“Should your startup bootstrap or seek out venture funding?” As a new addition to the entrepreneurial community at the iSchool, it did not take me long to realize how often this question is discussed among student entrepreneurs and their mentors. It makes sense given that the approach entrepreneurs take to finance their companies is one of the most critical decisions they will make throughout the course of their startups’ existence.

As with most complex questions, there are no definitive right or wrong answers. However, there appears to be one universal truth when it comes to addressing financing: it all depends upon the type of business involved. With that said, this post seeks to articulate additional considerations a startup should likely examine.

Bootstrapping and venture funding defined:

Before diving in, we must first define bootstrapping and venture funding. In the context of this post, bootstrapping refers to the means in which a startup supports itself financially so as to maintain a significant stake of ownership equity in their company. That is to say, the startup seeks to become a self-sustaining business as quickly as possible. In some cases, doing so might require the startup to raise a modest sum of capital through angel money or family, friends and fools (FFFs) in return for a modest sum of equity.

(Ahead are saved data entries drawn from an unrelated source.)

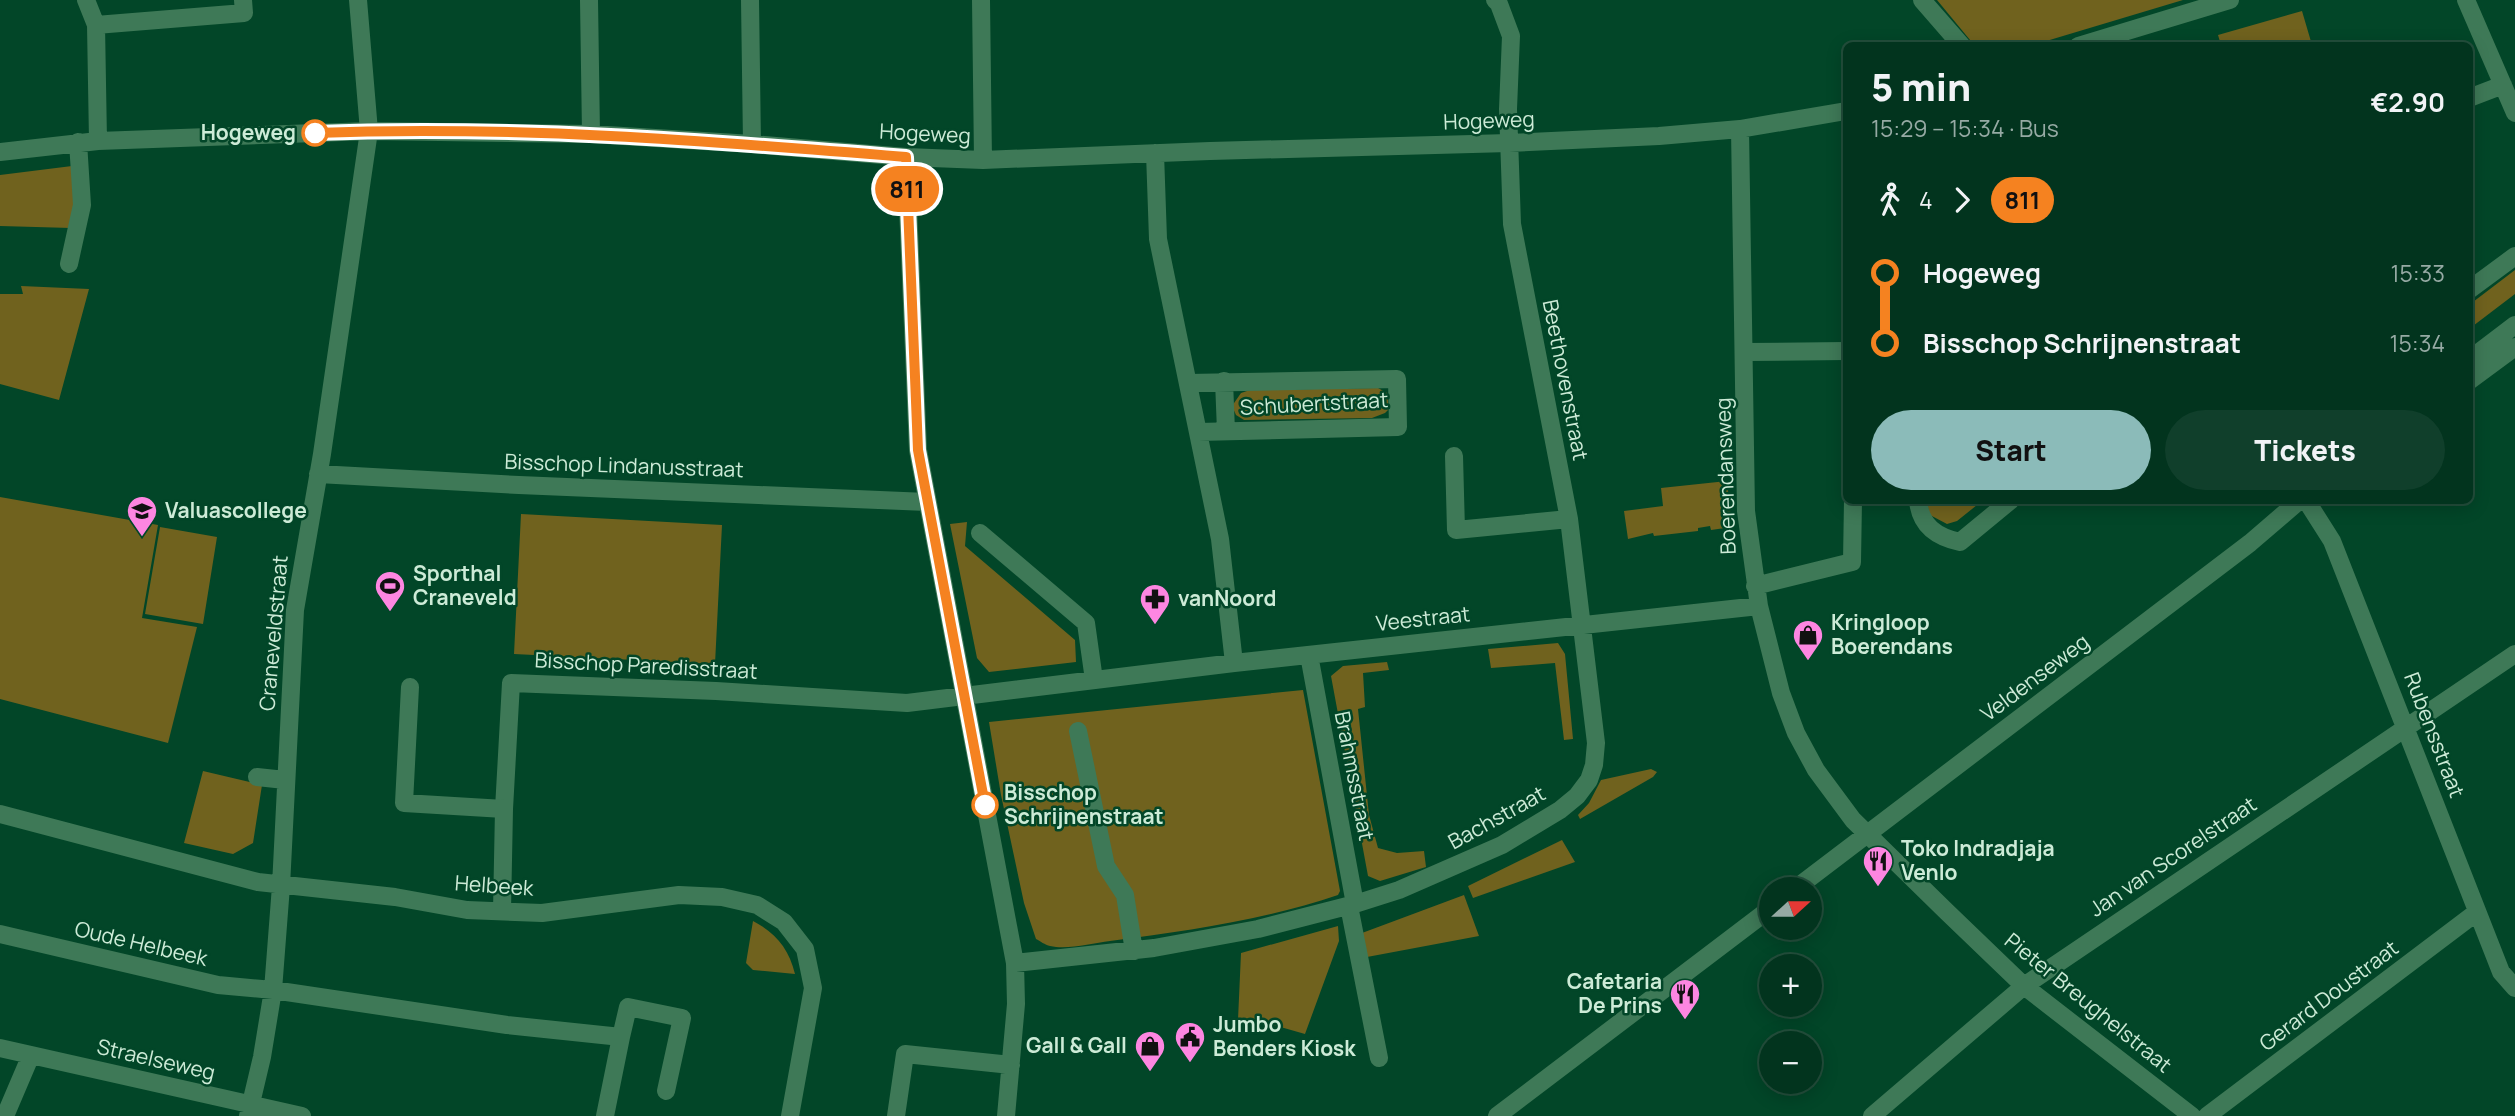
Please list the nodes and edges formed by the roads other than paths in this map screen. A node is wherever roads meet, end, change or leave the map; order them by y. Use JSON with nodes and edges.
{"nodes":[{"id":1,"x":86,"y":0,"type":"edge"},
{"id":2,"x":243,"y":0,"type":"edge"},
{"id":3,"x":358,"y":0,"type":"edge"},
{"id":4,"x":589,"y":0,"type":"edge"},
{"id":5,"x":750,"y":0,"type":"edge"},
{"id":6,"x":981,"y":0,"type":"edge"},
{"id":7,"x":1495,"y":0,"type":"edge"},
{"id":8,"x":1922,"y":0,"type":"edge"},
{"id":9,"x":2230,"y":0,"type":"edge"},
{"id":10,"x":2466,"y":0,"type":"edge"},
{"id":11,"x":96,"y":25,"type":"junction"},
{"id":12,"x":1959,"y":42,"type":"edge"},
{"id":13,"x":2091,"y":42,"type":"edge"},
{"id":14,"x":2503,"y":85,"type":"junction"},
{"id":15,"x":2473,"y":97,"type":"edge"},
{"id":16,"x":1843,"y":112,"type":"edge"},
{"id":17,"x":2515,"y":113,"type":"edge"},
{"id":18,"x":1740,"y":129,"type":"junction"},
{"id":19,"x":369,"y":131,"type":"junction"},
{"id":20,"x":591,"y":134,"type":"junction"},
{"id":21,"x":98,"y":141,"type":"junction"},
{"id":22,"x":78,"y":142,"type":"junction"},
{"id":23,"x":1509,"y":143,"type":"junction"},
{"id":24,"x":752,"y":144,"type":"junction"},
{"id":25,"x":0,"y":152,"type":"edge"},
{"id":26,"x":1154,"y":153,"type":"junction"},
{"id":27,"x":906,"y":157,"type":"junction"},
{"id":28,"x":983,"y":160,"type":"junction"},
{"id":29,"x":2515,"y":256,"type":"edge"},
{"id":30,"x":69,"y":264,"type":"dead end"},
{"id":31,"x":2473,"y":287,"type":"edge"},
{"id":32,"x":2515,"y":325,"type":"edge"},
{"id":33,"x":2515,"y":347,"type":"edge"},
{"id":34,"x":1843,"y":351,"type":"edge"},
{"id":35,"x":1745,"y":352,"type":"junction"},
{"id":36,"x":2473,"y":368,"type":"edge"},
{"id":37,"x":2473,"y":368,"type":"edge"},
{"id":38,"x":1224,"y":382,"type":"junction"},
{"id":39,"x":1188,"y":383,"type":"junction"},
{"id":40,"x":1226,"y":431,"type":"junction"},
{"id":41,"x":1198,"y":432,"type":"junction"},
{"id":42,"x":1454,"y":456,"type":"dead end"},
{"id":43,"x":318,"y":474,"type":"junction"},
{"id":44,"x":928,"y":502,"type":"junction"},
{"id":45,"x":1853,"y":504,"type":"edge"},
{"id":46,"x":1917,"y":504,"type":"edge"},
{"id":47,"x":2006,"y":504,"type":"edge"},
{"id":48,"x":2295,"y":504,"type":"edge"},
{"id":49,"x":2309,"y":504,"type":"edge"},
{"id":50,"x":1569,"y":519,"type":"junction"},
{"id":51,"x":980,"y":533,"type":"dead end"},
{"id":52,"x":1755,"y":586,"type":"junction"},
{"id":53,"x":1759,"y":606,"type":"junction"},
{"id":54,"x":1583,"y":624,"type":"junction"},
{"id":55,"x":2515,"y":654,"type":"edge"},
{"id":56,"x":1309,"y":655,"type":"junction"},
{"id":57,"x":1234,"y":663,"type":"junction"},
{"id":58,"x":1094,"y":680,"type":"junction"},
{"id":59,"x":410,"y":687,"type":"dead end"},
{"id":60,"x":964,"y":696,"type":"junction"},
{"id":61,"x":2406,"y":726,"type":"junction"},
{"id":62,"x":1079,"y":731,"type":"dead end"},
{"id":63,"x":257,"y":777,"type":"dead end"},
{"id":64,"x":285,"y":780,"type":"junction"},
{"id":65,"x":504,"y":809,"type":"junction"},
{"id":66,"x":0,"y":814,"type":"edge"},
{"id":67,"x":1867,"y":835,"type":"junction"},
{"id":68,"x":1812,"y":877,"type":"edge"},
{"id":69,"x":281,"y":886,"type":"junction"},
{"id":70,"x":1352,"y":905,"type":"junction"},
{"id":71,"x":502,"y":911,"type":"junction"},
{"id":72,"x":2477,"y":912,"type":"junction"},
{"id":73,"x":1759,"y":917,"type":"edge"},
{"id":74,"x":0,"y":934,"type":"edge"},
{"id":75,"x":1135,"y":951,"type":"junction"},
{"id":76,"x":1015,"y":963,"type":"junction"},
{"id":77,"x":2024,"y":986,"type":"junction"},
{"id":78,"x":2515,"y":988,"type":"edge"},
{"id":79,"x":272,"y":990,"type":"junction"},
{"id":80,"x":621,"y":1037,"type":"junction"},
{"id":81,"x":0,"y":1048,"type":"edge"},
{"id":82,"x":31,"y":1055,"type":"junction"},
{"id":83,"x":1379,"y":1058,"type":"dead end"},
{"id":84,"x":1011,"y":1065,"type":"junction"},
{"id":85,"x":666,"y":1091,"type":"dead end"},
{"id":86,"x":249,"y":1110,"type":"edge"},
{"id":87,"x":5,"y":1116,"type":"edge"},
{"id":88,"x":302,"y":1116,"type":"edge"},
{"id":89,"x":606,"y":1116,"type":"edge"},
{"id":90,"x":790,"y":1116,"type":"edge"},
{"id":91,"x":896,"y":1116,"type":"edge"},
{"id":92,"x":1006,"y":1116,"type":"edge"},
{"id":93,"x":1497,"y":1116,"type":"edge"},
{"id":94,"x":1872,"y":1116,"type":"edge"},
{"id":95,"x":2192,"y":1116,"type":"edge"},
{"id":96,"x":2207,"y":1116,"type":"edge"}],
"edges":[{"from":1,"to":11,"type":"street"},
{"from":2,"to":11,"type":"street"},
{"from":3,"to":19,"type":"street","name":"Craneveldstraat"},
{"from":4,"to":20,"type":"street"},
{"from":5,"to":24,"type":"street"},
{"from":6,"to":28,"type":"street"},
{"from":7,"to":23,"type":"street","name":"Beethovenstraat"},
{"from":8,"to":12,"type":"street"},
{"from":9,"to":13,"type":"street"},
{"from":10,"to":14,"type":"street"},
{"from":11,"to":21,"type":"street"},
{"from":14,"to":15,"type":"street"},
{"from":14,"to":17,"type":"street"},
{"from":16,"to":18,"type":"street","name":"Hogeweg"},
{"from":18,"to":23,"type":"street","name":"Hogeweg"},
{"from":18,"to":35,"type":"street","name":"Boerendansweg"},
{"from":19,"to":20,"type":"street","name":"Hogeweg"},
{"from":19,"to":21,"type":"street","name":"Hogeweg"},
{"from":19,"to":43,"type":"street","name":"Craneveldstraat"},
{"from":20,"to":24,"type":"street","name":"Hogeweg"},
{"from":21,"to":22,"type":"street","name":"Hogeweg"},
{"from":22,"to":25,"type":"street","name":"Hogeweg"},
{"from":22,"to":30,"type":"street"},
{"from":23,"to":26,"type":"street","name":"Hogeweg"},
{"from":23,"to":50,"type":"street","name":"Beethovenstraat"},
{"from":24,"to":27,"type":"street","name":"Hogeweg"},
{"from":26,"to":28,"type":"street","name":"Hogeweg"},
{"from":26,"to":39,"type":"street"},
{"from":27,"to":28,"type":"street","name":"Hogeweg"},
{"from":27,"to":44,"type":"street"},
{"from":29,"to":31,"type":"street"},
{"from":32,"to":36,"type":"street"},
{"from":33,"to":37,"type":"street"},
{"from":34,"to":35,"type":"street"},
{"from":35,"to":52,"type":"street","name":"Boerendansweg"},
{"from":38,"to":39,"type":"street","name":"Schubertstraat"},
{"from":38,"to":40,"type":"street","name":"Schubertstraat"},
{"from":38,"to":40,"type":"street","name":"Schubertstraat"},
{"from":39,"to":41,"type":"street"},
{"from":40,"to":41,"type":"street","name":"Schubertstraat"},
{"from":41,"to":57,"type":"street"},
{"from":42,"to":50,"type":"street"},
{"from":43,"to":44,"type":"street","name":"Bisschop Lindanusstraat"},
{"from":43,"to":64,"type":"street","name":"Craneveldstraat"},
{"from":44,"to":60,"type":"street"},
{"from":45,"to":52,"type":"street"},
{"from":46,"to":47,"type":"street"},
{"from":48,"to":67,"type":"street","name":"Veldenseweg"},
{"from":49,"to":61,"type":"street","name":"Rubensstraat"},
{"from":50,"to":54,"type":"street","name":"Beethovenstraat"},
{"from":51,"to":58,"type":"street"},
{"from":52,"to":53,"type":"street","name":"Boerendansweg"},
{"from":53,"to":54,"type":"street","name":"Veestraat"},
{"from":53,"to":67,"type":"street","name":"Boerendansweg"},
{"from":54,"to":56,"type":"street","name":"Veestraat"},
{"from":54,"to":70,"type":"street","name":"Bachstraat"},
{"from":55,"to":61,"type":"street","name":"Jan van Scorelstraat"},
{"from":56,"to":57,"type":"street","name":"Veestraat"},
{"from":56,"to":70,"type":"street","name":"Brahmsstraat"},
{"from":57,"to":58,"type":"street","name":"Veestraat"},
{"from":58,"to":60,"type":"street","name":"Veestraat"},
{"from":59,"to":65,"type":"street"},
{"from":60,"to":65,"type":"street","name":"Bisschop Paredisstraat"},
{"from":60,"to":76,"type":"street"},
{"from":61,"to":72,"type":"street","name":"Rubensstraat"},
{"from":61,"to":77,"type":"street","name":"Jan van Scorelstraat"},
{"from":62,"to":75,"type":"street"},
{"from":63,"to":64,"type":"street"},
{"from":64,"to":69,"type":"street","name":"Craneveldstraat"},
{"from":65,"to":71,"type":"street","name":"Bisschop Paredisstraat"},
{"from":66,"to":69,"type":"street","name":"Helbeek"},
{"from":67,"to":68,"type":"street","name":"Veldenseweg"},
{"from":67,"to":77,"type":"street","name":"Pieter Breughelstraat"},
{"from":69,"to":71,"type":"street","name":"Helbeek"},
{"from":69,"to":79,"type":"street","name":"Craneveldstraat"},
{"from":70,"to":75,"type":"street","name":"Bachstraat"},
{"from":70,"to":83,"type":"street"},
{"from":71,"to":90,"type":"street","name":"Helbeek"},
{"from":72,"to":78,"type":"street","name":"Rubensstraat"},
{"from":72,"to":96,"type":"street","name":"Gerard Doustraat"},
{"from":73,"to":93,"type":"street"},
{"from":74,"to":79,"type":"street","name":"Oude Helbeek"},
{"from":75,"to":76,"type":"street","name":"Bachstraat"},
{"from":76,"to":84,"type":"street"},
{"from":77,"to":94,"type":"street","name":"Jan van Scorelstraat"},
{"from":77,"to":95,"type":"street","name":"Pieter Breughelstraat"},
{"from":79,"to":80,"type":"street"},
{"from":79,"to":86,"type":"street","name":"Craneveldstraat"},
{"from":80,"to":85,"type":"street"},
{"from":80,"to":89,"type":"street"},
{"from":81,"to":82,"type":"street","name":"Straelseweg"},
{"from":82,"to":86,"type":"street","name":"Straelseweg"},
{"from":82,"to":87,"type":"street"},
{"from":84,"to":91,"type":"street"},
{"from":84,"to":92,"type":"street"},
{"from":86,"to":88,"type":"street","name":"Straelseweg"}]}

Conversely, venture funding implies a startup is willing to accept larger quantities of capital (i.e. venture capital) often in return for larger quantities of ownership equity. There are different stages of venture funding (seed round, series A round, series B round, etc), all of which are done with the interest of generating a return through an eventual “realization event” such as an IPO or sale of the company.

Aligning financial structure with the size of the business opportunity and capital needs:

With an understanding of these definitions, one can see that a startup’s financing structure must be appropriately aligned with the existing business opportunity (i.e. how significant is the opportunity), and also the startup’s capital needs (i.e. the amount of money it will take for the startup to break-even or be successful). This notion is represented visually in the featured image at the top left corner of this post [from Mark Peter Davis’ “Get Venture” blog].

Additional financing considerations: 

In addition to aligning financial structure with the size of the business opportunity and capital needs, some of the more granular financing considerations startups are encouraged to take into account include:

  • Product/service validation: Is there a need or desire for the product and/or service the startup is offering, and has their target market validated so?
  • Control and ownership: How important is control of the company to the founding team? What level of control and ownership are necessary for the team to successfully implement their strategic vision?
  • Time requirements: Can the founding team afford to invest a significant amount of time in raising capital? How will this impact the amount of time available to carry out other tasks critical to business operations?
  • Economies of scale: How important is it for the startup to scale rapidly? Is their product first to market? Must they consume as much market real estate as quickly as possible, before competition has a chance to escalate?
  • Network and talent recruitment: Does the startup require networking and talent recruitment opportunities that institutional investors might be able to help with? Are they critical to the future success of the business?
  • Liquidity preferences: In the case of a “realization event” (i.e. IPO or sale of the company), to what extent does the founding team wish to minimize liquidity preferences?

These are just a few of the many considerations entrepreneurs are encouraged to evaluate when contemplating financing options. As mentioned before, such considerations are entirely dependent upon the business itself. Founders are encouraged to know their businesses, comprehend the contexts of their businesses and markets, and ultimately understand the implications their visions and strategies will have upon their financing options.